Problem requirements: Each record must be printed exactly as given.
(Beginning of Stored data)
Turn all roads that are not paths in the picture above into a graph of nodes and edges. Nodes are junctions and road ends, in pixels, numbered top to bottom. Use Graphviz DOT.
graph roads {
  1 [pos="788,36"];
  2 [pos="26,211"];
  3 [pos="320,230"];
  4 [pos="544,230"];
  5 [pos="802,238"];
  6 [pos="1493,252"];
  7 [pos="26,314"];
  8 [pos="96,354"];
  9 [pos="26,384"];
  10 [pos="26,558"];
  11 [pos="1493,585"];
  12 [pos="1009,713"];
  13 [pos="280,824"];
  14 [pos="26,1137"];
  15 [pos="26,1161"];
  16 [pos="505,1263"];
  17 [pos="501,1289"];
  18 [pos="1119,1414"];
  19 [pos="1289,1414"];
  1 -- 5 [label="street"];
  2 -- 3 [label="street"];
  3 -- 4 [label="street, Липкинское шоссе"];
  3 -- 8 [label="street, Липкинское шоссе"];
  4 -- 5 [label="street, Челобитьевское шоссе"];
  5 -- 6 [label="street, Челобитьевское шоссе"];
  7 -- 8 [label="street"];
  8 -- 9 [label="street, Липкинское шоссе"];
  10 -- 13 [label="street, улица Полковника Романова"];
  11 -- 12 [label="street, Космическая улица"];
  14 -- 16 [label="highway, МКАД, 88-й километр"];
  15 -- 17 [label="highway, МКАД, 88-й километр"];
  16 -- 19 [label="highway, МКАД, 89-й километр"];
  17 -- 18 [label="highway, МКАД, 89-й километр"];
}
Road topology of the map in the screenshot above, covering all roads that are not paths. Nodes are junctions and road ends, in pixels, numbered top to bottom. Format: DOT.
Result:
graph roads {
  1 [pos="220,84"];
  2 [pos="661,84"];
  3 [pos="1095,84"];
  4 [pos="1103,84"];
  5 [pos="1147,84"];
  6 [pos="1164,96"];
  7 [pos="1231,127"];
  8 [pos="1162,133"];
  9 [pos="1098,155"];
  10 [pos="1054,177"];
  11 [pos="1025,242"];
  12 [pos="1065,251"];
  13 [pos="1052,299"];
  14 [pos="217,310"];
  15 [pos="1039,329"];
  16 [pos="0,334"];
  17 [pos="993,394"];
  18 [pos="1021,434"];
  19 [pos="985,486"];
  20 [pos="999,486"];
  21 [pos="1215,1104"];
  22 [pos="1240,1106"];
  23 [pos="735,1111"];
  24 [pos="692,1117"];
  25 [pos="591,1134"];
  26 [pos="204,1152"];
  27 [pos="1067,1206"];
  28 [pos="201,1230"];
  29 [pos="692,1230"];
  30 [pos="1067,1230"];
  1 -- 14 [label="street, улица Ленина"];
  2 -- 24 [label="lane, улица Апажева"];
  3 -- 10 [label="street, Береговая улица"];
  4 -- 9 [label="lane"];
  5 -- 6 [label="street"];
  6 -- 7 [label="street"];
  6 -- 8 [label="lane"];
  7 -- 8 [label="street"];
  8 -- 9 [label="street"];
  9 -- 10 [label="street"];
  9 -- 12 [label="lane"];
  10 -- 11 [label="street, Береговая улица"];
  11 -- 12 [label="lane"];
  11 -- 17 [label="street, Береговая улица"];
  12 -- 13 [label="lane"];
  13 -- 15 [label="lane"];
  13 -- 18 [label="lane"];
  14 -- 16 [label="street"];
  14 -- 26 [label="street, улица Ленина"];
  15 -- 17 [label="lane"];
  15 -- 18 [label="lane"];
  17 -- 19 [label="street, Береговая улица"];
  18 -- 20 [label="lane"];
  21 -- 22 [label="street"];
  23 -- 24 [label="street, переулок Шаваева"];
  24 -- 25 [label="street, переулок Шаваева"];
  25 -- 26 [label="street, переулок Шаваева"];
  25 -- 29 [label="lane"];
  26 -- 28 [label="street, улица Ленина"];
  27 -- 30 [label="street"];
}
(End of Stored data)
Response area:
Turn all roads that are not paths in the picture above into a graph of nodes and edges. Nodes are junctions and road ends, in pixels, numbered top to bottom. Use Graphviz DOT.
graph roads {
  1 [pos="788,36"];
  2 [pos="26,211"];
  3 [pos="320,230"];
  4 [pos="544,230"];
  5 [pos="802,238"];
  6 [pos="1493,252"];
  7 [pos="26,314"];
  8 [pos="96,354"];
  9 [pos="26,384"];
  10 [pos="26,558"];
  11 [pos="1493,585"];
  12 [pos="1009,713"];
  13 [pos="280,824"];
  14 [pos="26,1137"];
  15 [pos="26,1161"];
  16 [pos="505,1263"];
  17 [pos="501,1289"];
  18 [pos="1119,1414"];
  19 [pos="1289,1414"];
  1 -- 5 [label="street"];
  2 -- 3 [label="street"];
  3 -- 4 [label="street, Липкинское шоссе"];
  3 -- 8 [label="street, Липкинское шоссе"];
  4 -- 5 [label="street, Челобитьевское шоссе"];
  5 -- 6 [label="street, Челобитьевское шоссе"];
  7 -- 8 [label="street"];
  8 -- 9 [label="street, Липкинское шоссе"];
  10 -- 13 [label="street, улица Полковника Романова"];
  11 -- 12 [label="street, Космическая улица"];
  14 -- 16 [label="highway, МКАД, 88-й километр"];
  15 -- 17 [label="highway, МКАД, 88-й километр"];
  16 -- 19 [label="highway, МКАД, 89-й километр"];
  17 -- 18 [label="highway, МКАД, 89-й километр"];
}
Road topology of the map in the screenshot above, covering all roads that are not paths. Nodes are junctions and road ends, in pixels, numbered top to bottom. Format: DOT.
Result:
graph roads {
  1 [pos="220,84"];
  2 [pos="661,84"];
  3 [pos="1095,84"];
  4 [pos="1103,84"];
  5 [pos="1147,84"];
  6 [pos="1164,96"];
  7 [pos="1231,127"];
  8 [pos="1162,133"];
  9 [pos="1098,155"];
  10 [pos="1054,177"];
  11 [pos="1025,242"];
  12 [pos="1065,251"];
  13 [pos="1052,299"];
  14 [pos="217,310"];
  15 [pos="1039,329"];
  16 [pos="0,334"];
  17 [pos="993,394"];
  18 [pos="1021,434"];
  19 [pos="985,486"];
  20 [pos="999,486"];
  21 [pos="1215,1104"];
  22 [pos="1240,1106"];
  23 [pos="735,1111"];
  24 [pos="692,1117"];
  25 [pos="591,1134"];
  26 [pos="204,1152"];
  27 [pos="1067,1206"];
  28 [pos="201,1230"];
  29 [pos="692,1230"];
  30 [pos="1067,1230"];
  1 -- 14 [label="street, улица Ленина"];
  2 -- 24 [label="lane, улица Апажева"];
  3 -- 10 [label="street, Береговая улица"];
  4 -- 9 [label="lane"];
  5 -- 6 [label="street"];
  6 -- 7 [label="street"];
  6 -- 8 [label="lane"];
  7 -- 8 [label="street"];
  8 -- 9 [label="street"];
  9 -- 10 [label="street"];
  9 -- 12 [label="lane"];
  10 -- 11 [label="street, Береговая улица"];
  11 -- 12 [label="lane"];
  11 -- 17 [label="street, Береговая улица"];
  12 -- 13 [label="lane"];
  13 -- 15 [label="lane"];
  13 -- 18 [label="lane"];
  14 -- 16 [label="street"];
  14 -- 26 [label="street, улица Ленина"];
  15 -- 17 [label="lane"];
  15 -- 18 [label="lane"];
  17 -- 19 [label="street, Береговая улица"];
  18 -- 20 [label="lane"];
  21 -- 22 [label="street"];
  23 -- 24 [label="street, переулок Шаваева"];
  24 -- 25 [label="street, переулок Шаваева"];
  25 -- 26 [label="street, переулок Шаваева"];
  25 -- 29 [label="lane"];
  26 -- 28 [label="street, улица Ленина"];
  27 -- 30 [label="street"];
}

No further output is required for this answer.